Matt - Hmm. My best writing talent is probably small picture. Cadence, rhythm, sentence structure. I always struggle more with big picture stuff.

Alison - Some people say I'm pretty good with the voice thing.

Jaime - This makes me feel like a braggart, but I think I’m pretty decent at dialogue. Also, I’m good at coming up with ideas and then planning the heck out of them. They don’t always come to fruition, but they’re awesome at the planning stage!

Alexandra - Academic papers. I once wrote a 10 page paper about chocolate for a philosophy class and aced it!

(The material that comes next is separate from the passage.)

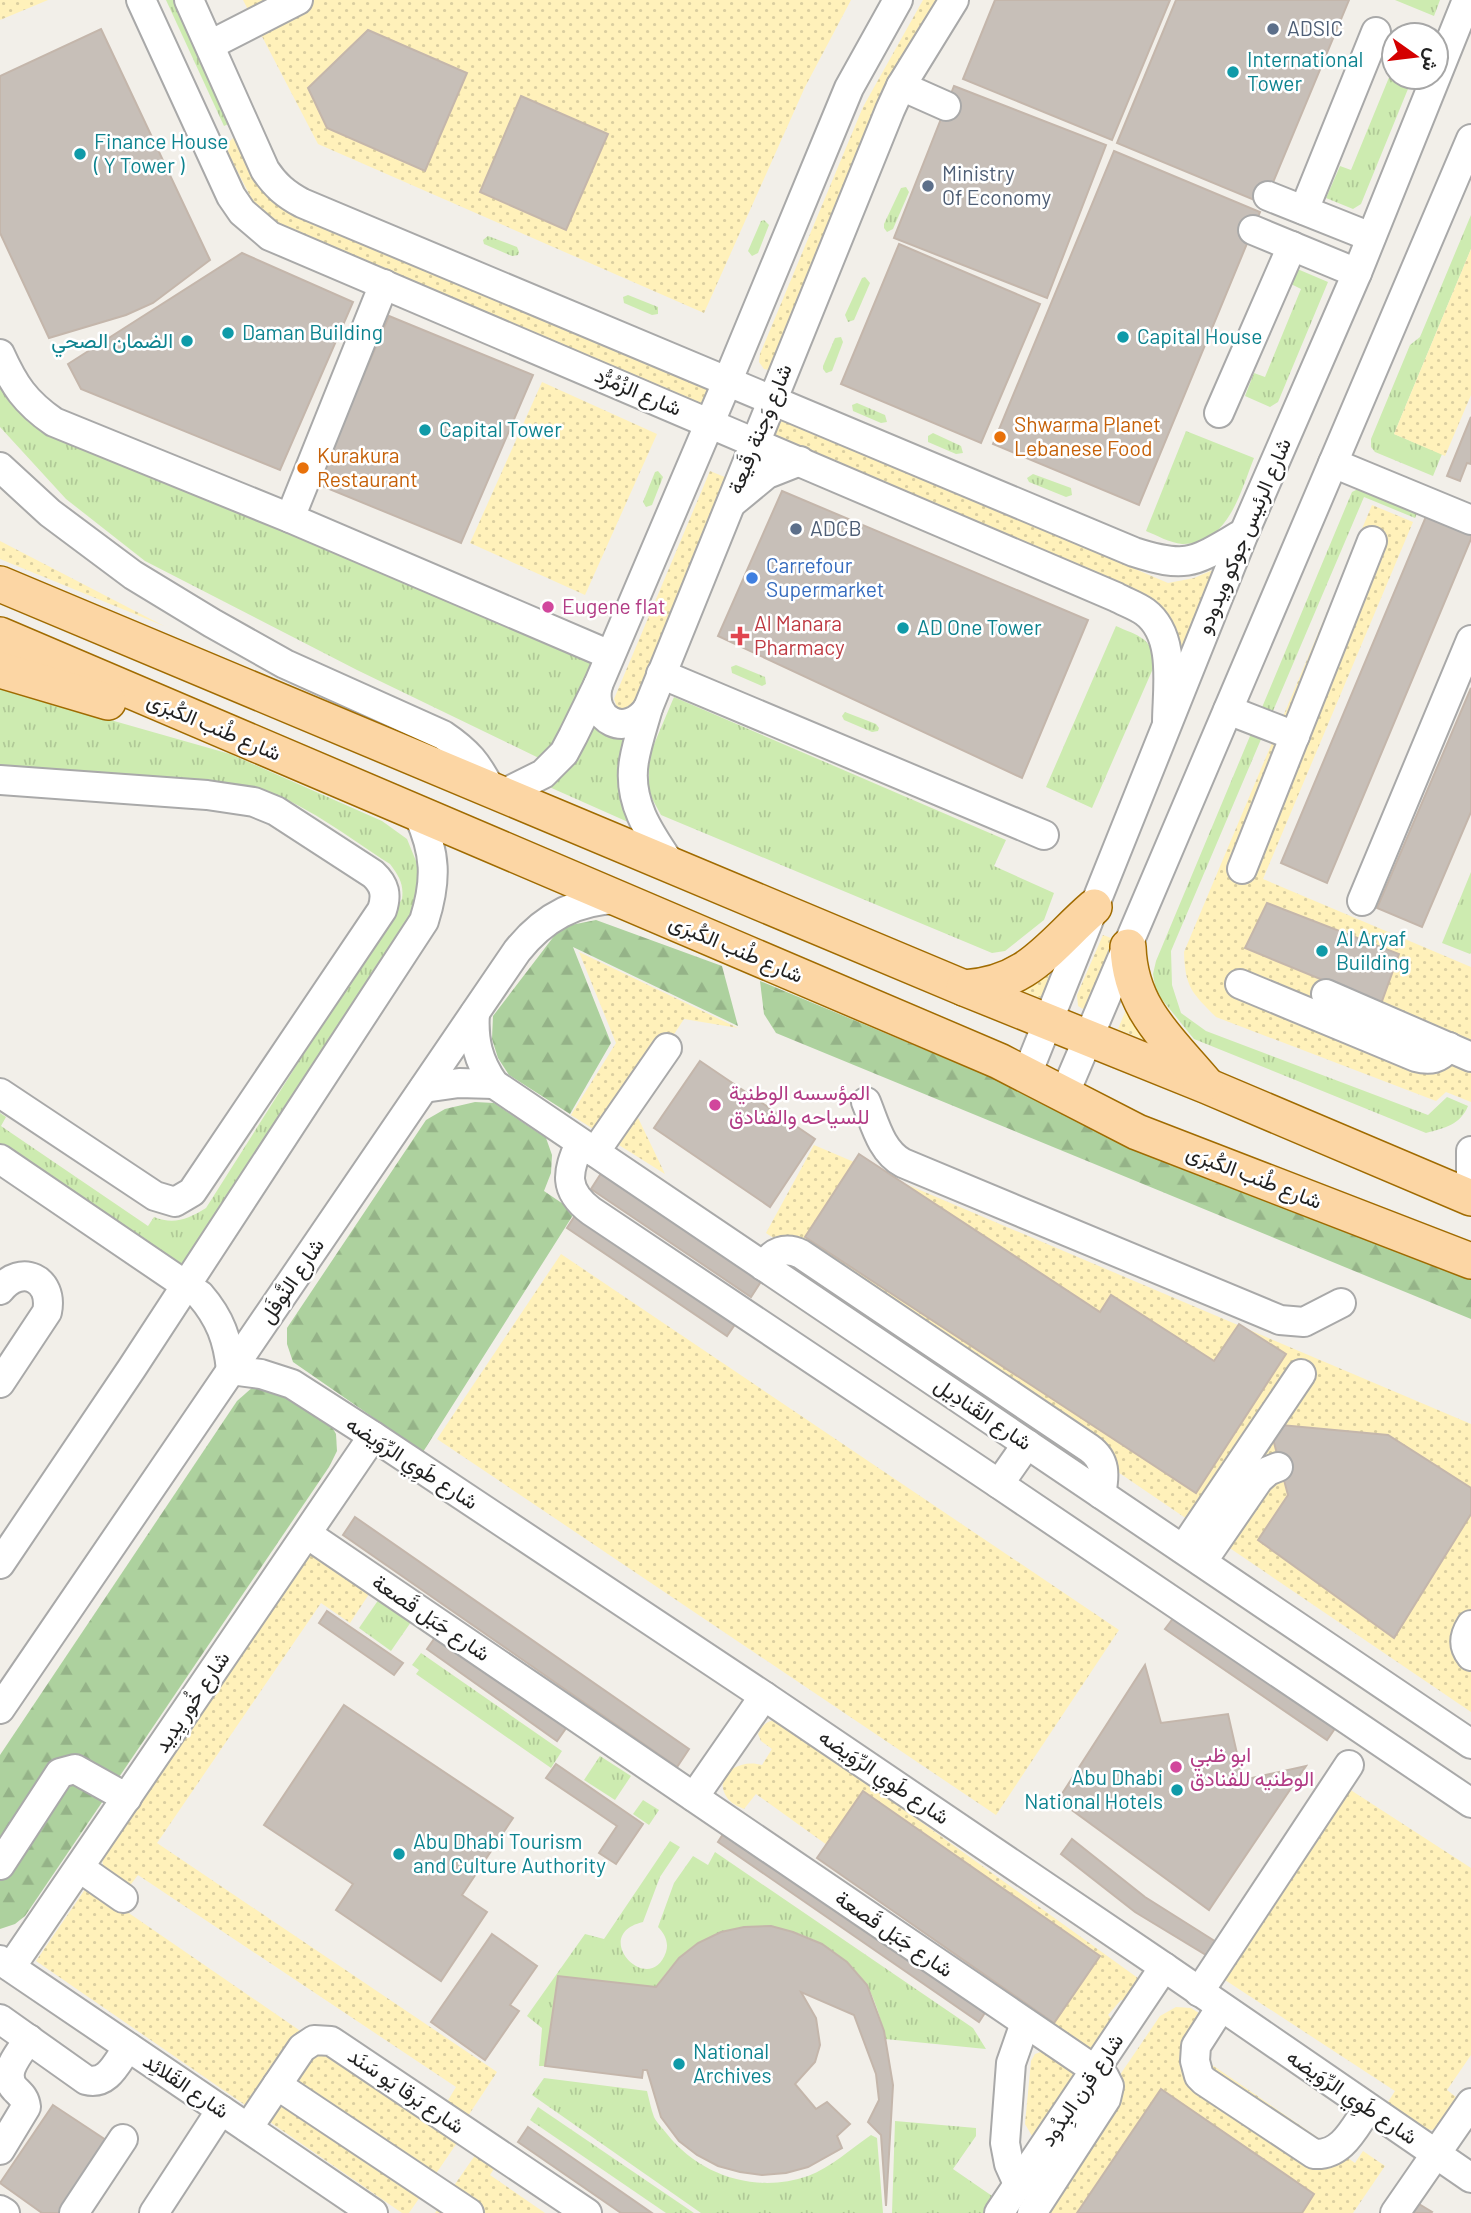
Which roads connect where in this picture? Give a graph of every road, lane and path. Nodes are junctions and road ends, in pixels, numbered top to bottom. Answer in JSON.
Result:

Copil - I am very proud of my ability to make up words. Like, unawkward, meaning, "to make a situation slightly less cringe-worthy." Yeah, maybe my super power isn't really a good thing?

Katy - I’m good at writing descriptions – people, scenery, emotions, whatever. I think I’m able to set a vivid scene that puts readers in the moment. (At least, I hope so!)

Leigh - Readers say I'm very good at writing "real" characters (good guys with flaws; bad guys you understand). *shrugs* I just say Thank You! <3
Jessica - People tell me I'm good at voice. :-)

Erica - Character Creator - Most of my WIPs start with an idea about a specific character and by the time I am just beginning to write, that character is so real to me and it makes everything else work so much easier.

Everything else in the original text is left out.